[Start of section]
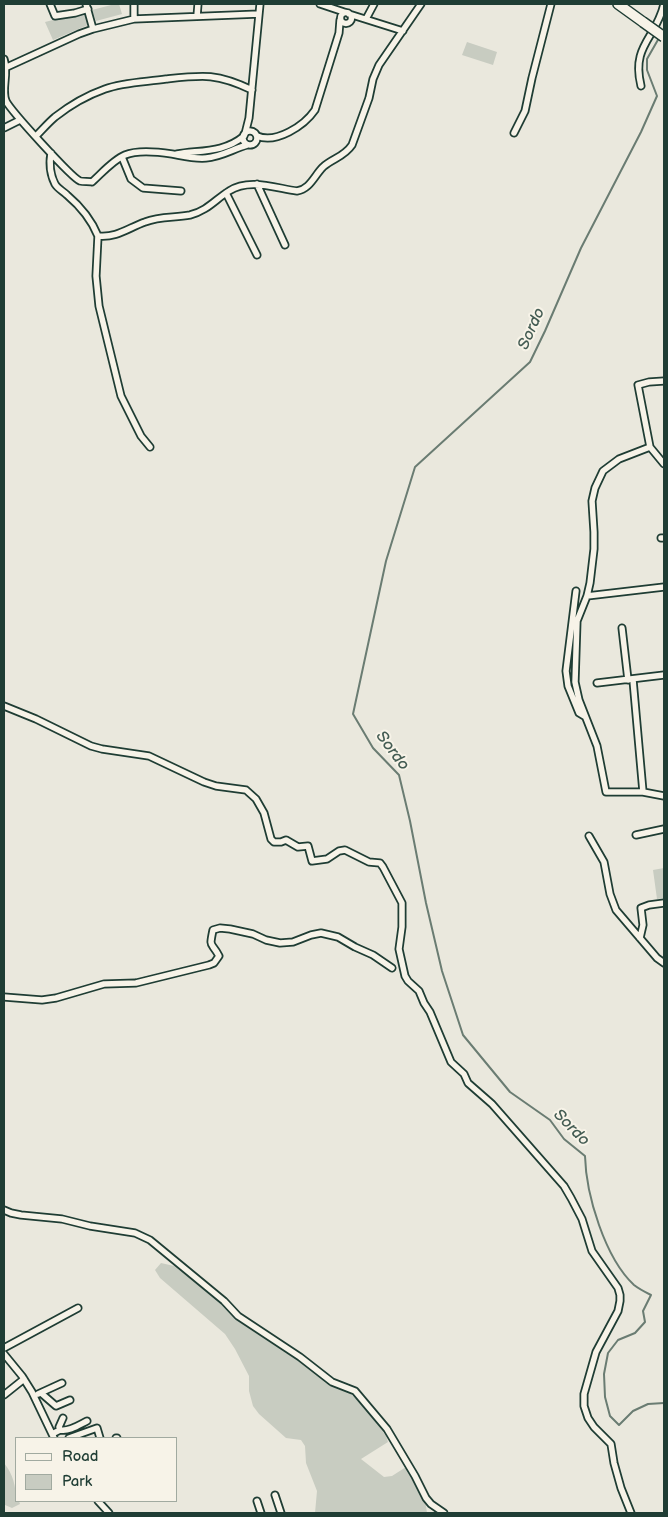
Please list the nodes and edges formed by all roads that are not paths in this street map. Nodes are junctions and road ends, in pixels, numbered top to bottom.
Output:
1 (50, 4) edge
2 (134, 4) edge
3 (198, 4) edge
4 (260, 4) edge
5 (320, 4) edge
6 (374, 4) edge
7 (421, 4) edge
8 (551, 4) edge
9 (618, 4) edge
10 (664, 4) edge
11 (87, 6) edge
12 (259, 14) junction
13 (197, 16) junction
14 (345, 17) junction
15 (134, 19) junction
16 (366, 19) junction
17 (93, 29) junction
18 (402, 31) junction
19 (664, 37) edge
20 (4, 59) edge
21 (6, 67) junction
22 (641, 86) dead end
23 (252, 90) junction
24 (249, 118) junction
25 (20, 120) junction
26 (4, 128) edge
27 (256, 134) junction
28 (514, 134) dead end
29 (244, 135) junction
30 (36, 136) junction
31 (247, 145) junction
32 (51, 153) junction
33 (174, 155) junction
34 (122, 157) junction
35 (257, 184) junction
36 (181, 191) dead end
37 (226, 193) junction
38 (98, 236) junction
39 (285, 245) dead end
40 (257, 255) dead end
41 (664, 381) edge
42 (150, 447) dead end
43 (650, 447) junction
44 (664, 464) edge
45 (664, 588) edge
46 (576, 591) dead end
47 (587, 596) junction
48 (622, 628) dead end
49 (664, 676) edge
50 (631, 680) junction
51 (597, 683) dead end
52 (4, 706) edge
53 (584, 716) junction
54 (643, 792) junction
55 (664, 796) edge
56 (664, 829) edge
57 (636, 835) dead end
58 (589, 836) dead end
59 (664, 903) edge
60 (640, 938) junction
61 (664, 963) edge
62 (392, 968) dead end
63 (4, 996) edge
64 (4, 1210) edge
65 (78, 1308) dead end
66 (4, 1348) edge
67 (4, 1354) edge
68 (24, 1379) junction
69 (62, 1382) dead end
70 (54, 1390) dead end
71 (42, 1394) junction
72 (4, 1395) edge
73 (34, 1396) junction
74 (70, 1400) dead end
75 (63, 1418) dead end
76 (87, 1421) dead end
77 (60, 1430) junction
78 (53, 1436) edge
79 (72, 1437) edge
80 (100, 1437) edge
81 (275, 1495) dead end
82 (257, 1501) dead end
83 (99, 1502) edge
84 (109, 1513) edge
85 (261, 1513) edge
86 (282, 1513) edge
87 (444, 1513) edge
88 (632, 1513) edge

1 - 11 street
2 - 15 street
3 - 13 street
4 - 12 street
5 - 14 street
6 - 16 street
7 - 18 street
8 - 28 street
9 - 19 main road, bridge
10 - 22 street
11 - 17 street
12 - 13 street
12 - 23 street
13 - 15 street
14 - 16 street
14 - 27 street
15 - 17 street
16 - 18 street
17 - 21 street
18 - 35 street
20 - 21 street
21 - 25 street
23 - 24 street
23 - 30 street
24 - 27 street
24 - 29 street
25 - 26 street
25 - 30 street
27 - 29 street
27 - 31 street
29 - 31 street
29 - 33 street
30 - 32 street
31 - 33 street
32 - 34 street
32 - 38 street
33 - 34 street
34 - 36 street
35 - 37 street
35 - 39 street
37 - 38 street
37 - 40 street
38 - 42 street
41 - 43 street
43 - 44 street
43 - 47 street
45 - 47 street
46 - 53 street
47 - 53 street
48 - 50 street
49 - 50 street
50 - 51 street
50 - 54 street
52 - 88 street
53 - 54 street
54 - 55 street
56 - 57 street
58 - 60 street
59 - 60 street
60 - 61 street
62 - 63 street
64 - 87 street
65 - 66 street
67 - 68 street
68 - 72 street
68 - 73 street
69 - 71 street
70 - 71 street
71 - 73 street
71 - 74 street
73 - 78 street
75 - 77 street
76 - 77 street
77 - 78 street
79 - 80 street
81 - 86 street
82 - 85 street
83 - 84 street

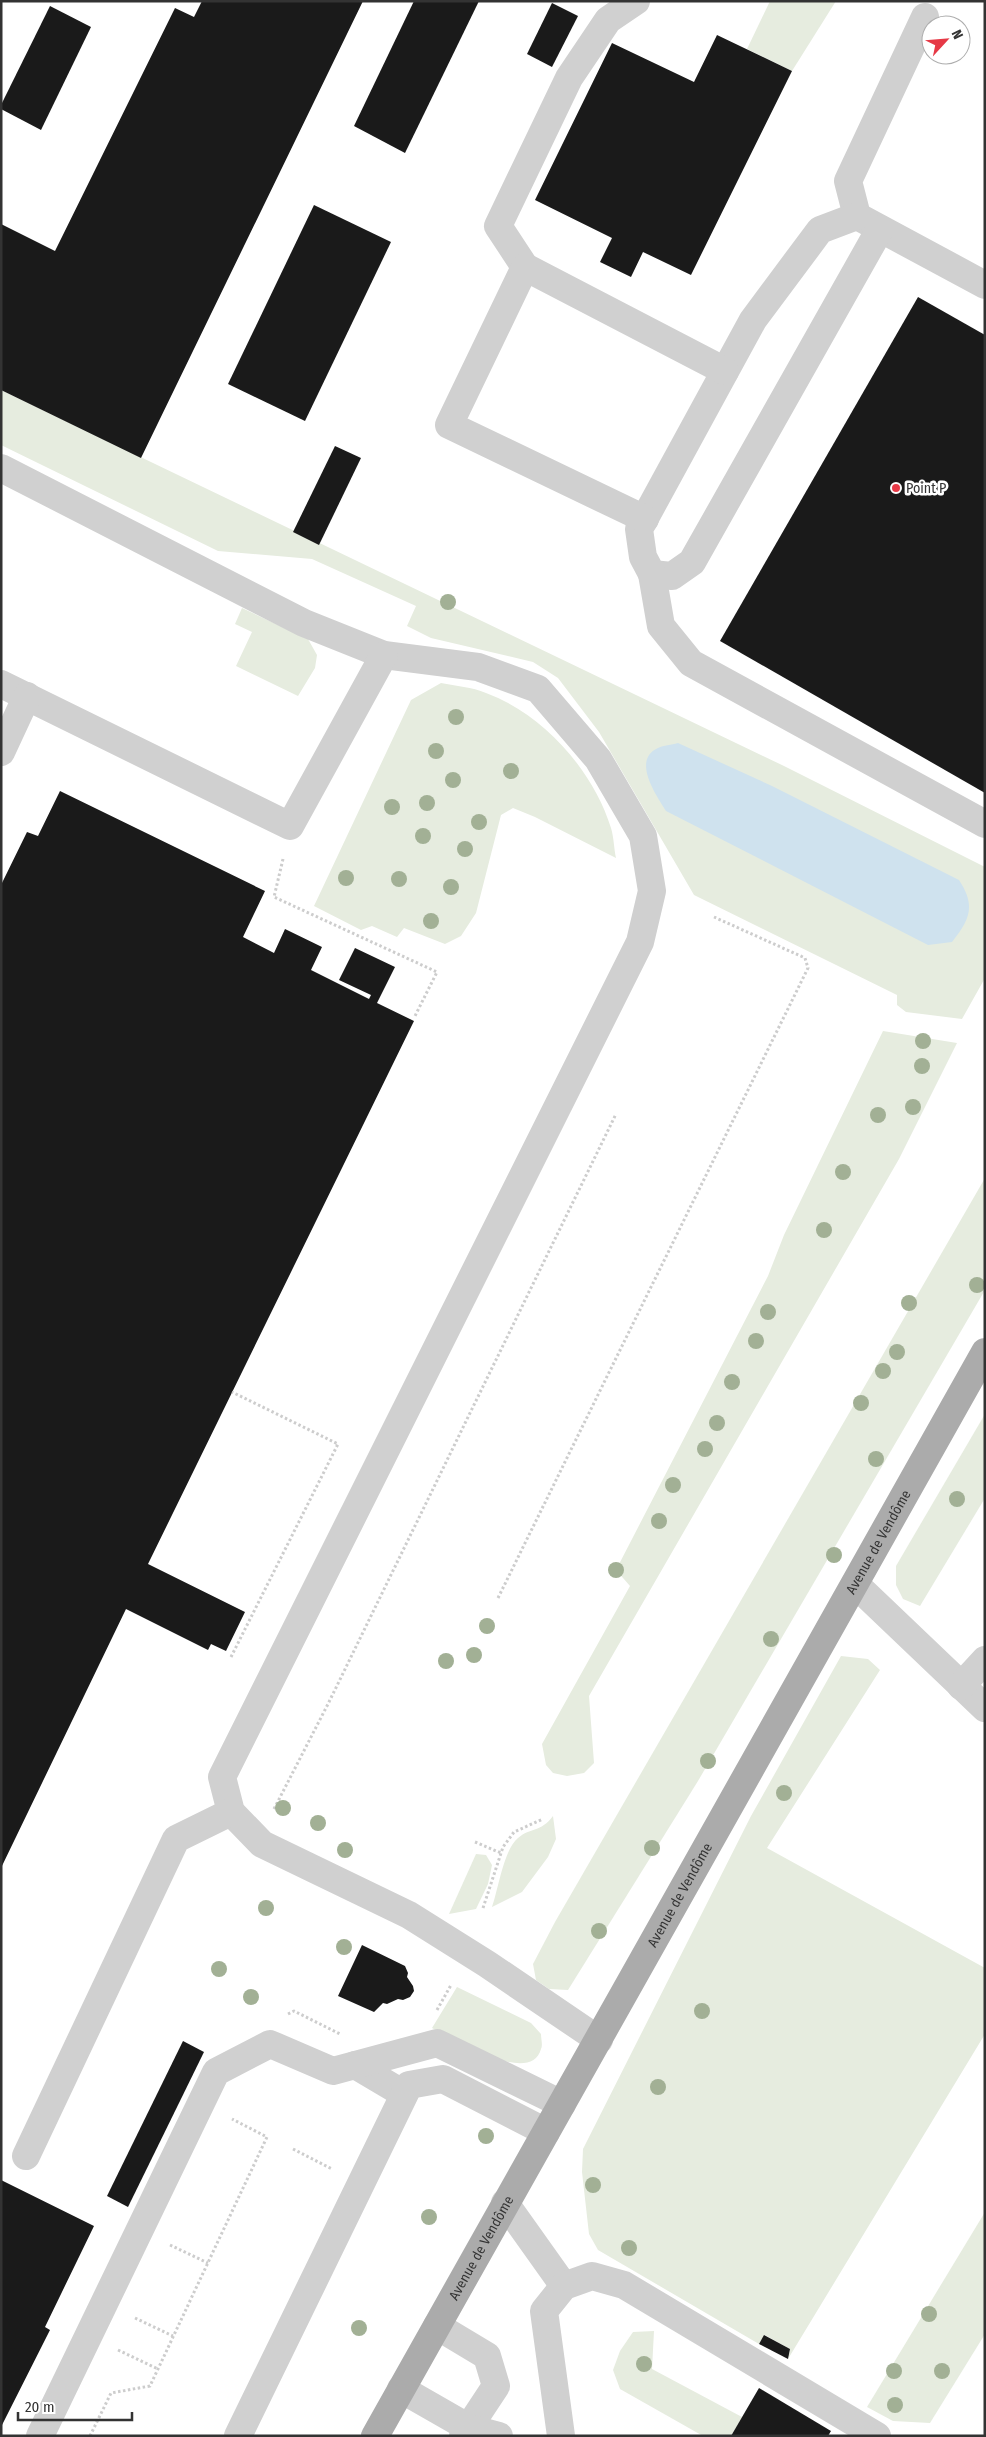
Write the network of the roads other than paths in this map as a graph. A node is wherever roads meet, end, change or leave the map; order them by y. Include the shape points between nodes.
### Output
1 (636, 1) edge
2 (921, 26) edge
3 (869, 222) junction
4 (525, 267) junction
5 (985, 285) edge
6 (725, 371) junction
7 (1, 468) edge
8 (644, 519) junction
9 (652, 574) junction
10 (384, 655) junction
11 (1, 684) edge
12 (28, 696) junction
13 (1, 752) edge
14 (985, 824) edge
15 (985, 1352) edge
16 (855, 1584) junction
17 (985, 1660) edge
18 (961, 1686) junction
19 (985, 1708) edge
20 (231, 1812) junction
21 (599, 2040) junction
22 (355, 2066) junction
23 (404, 2094) junction
24 (562, 2104) junction
25 (546, 2132) junction
26 (26, 2156) dead end
27 (506, 2203) junction
28 (564, 2286) junction
29 (437, 2326) junction
30 (401, 2389) junction
31 (466, 2432) edge
32 (40, 2436) edge
33 (238, 2436) edge
34 (375, 2436) edge
35 (499, 2436) edge
36 (561, 2436) edge
37 (877, 2436) edge

1 - 4 lane via 608,20 569,78 498,226
2 - 3 lane via 848,181
3 - 5 lane
3 - 6 lane via 820,230 753,320
3 - 9 lane via 692,562 672,576
4 - 6 lane
4 - 8 lane via 449,425
6 - 8 lane
7 - 10 lane via 304,623
8 - 9 lane via 639,529 643,557
9 - 14 lane via 661,626 692,663
10 - 12 lane via 290,826
10 - 20 lane via 478,667 538,689 598,759 643,836 652,891 640,942 222,1777
11 - 12 lane
12 - 13 lane
15 - 16 main road, Avenue de Vendôme
16 - 18 lane
16 - 21 main road, Avenue de Vendôme
17 - 18 lane
18 - 19 lane
20 - 21 lane via 262,1844 410,1915
20 - 26 lane via 176,1839
21 - 24 main road, Avenue de Vendôme
22 - 23 lane
22 - 24 lane via 437,2043
22 - 32 lane via 333,2071 270,2044 216,2072
23 - 25 lane via 409,2085 443,2080
23 - 33 lane
24 - 25 main road, Avenue de Vendôme
25 - 27 main road, Avenue de Vendôme
27 - 28 lane
27 - 29 main road, Avenue de Vendôme
28 - 36 lane via 544,2311
28 - 37 lane via 592,2276 624,2285
29 - 30 main road, Avenue de Vendôme
29 - 31 lane via 487,2356 496,2386
30 - 31 lane
30 - 34 main road, Avenue de Vendôme
31 - 35 lane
[End of section]
Find the string "Avenue" in the material above. Then copy each line that has it.

■ **Answer to this problem**:
15 - 16 main road, Avenue de Vendôme
16 - 21 main road, Avenue de Vendôme
21 - 24 main road, Avenue de Vendôme
24 - 25 main road, Avenue de Vendôme
25 - 27 main road, Avenue de Vendôme
27 - 29 main road, Avenue de Vendôme
29 - 30 main road, Avenue de Vendôme
30 - 34 main road, Avenue de Vendôme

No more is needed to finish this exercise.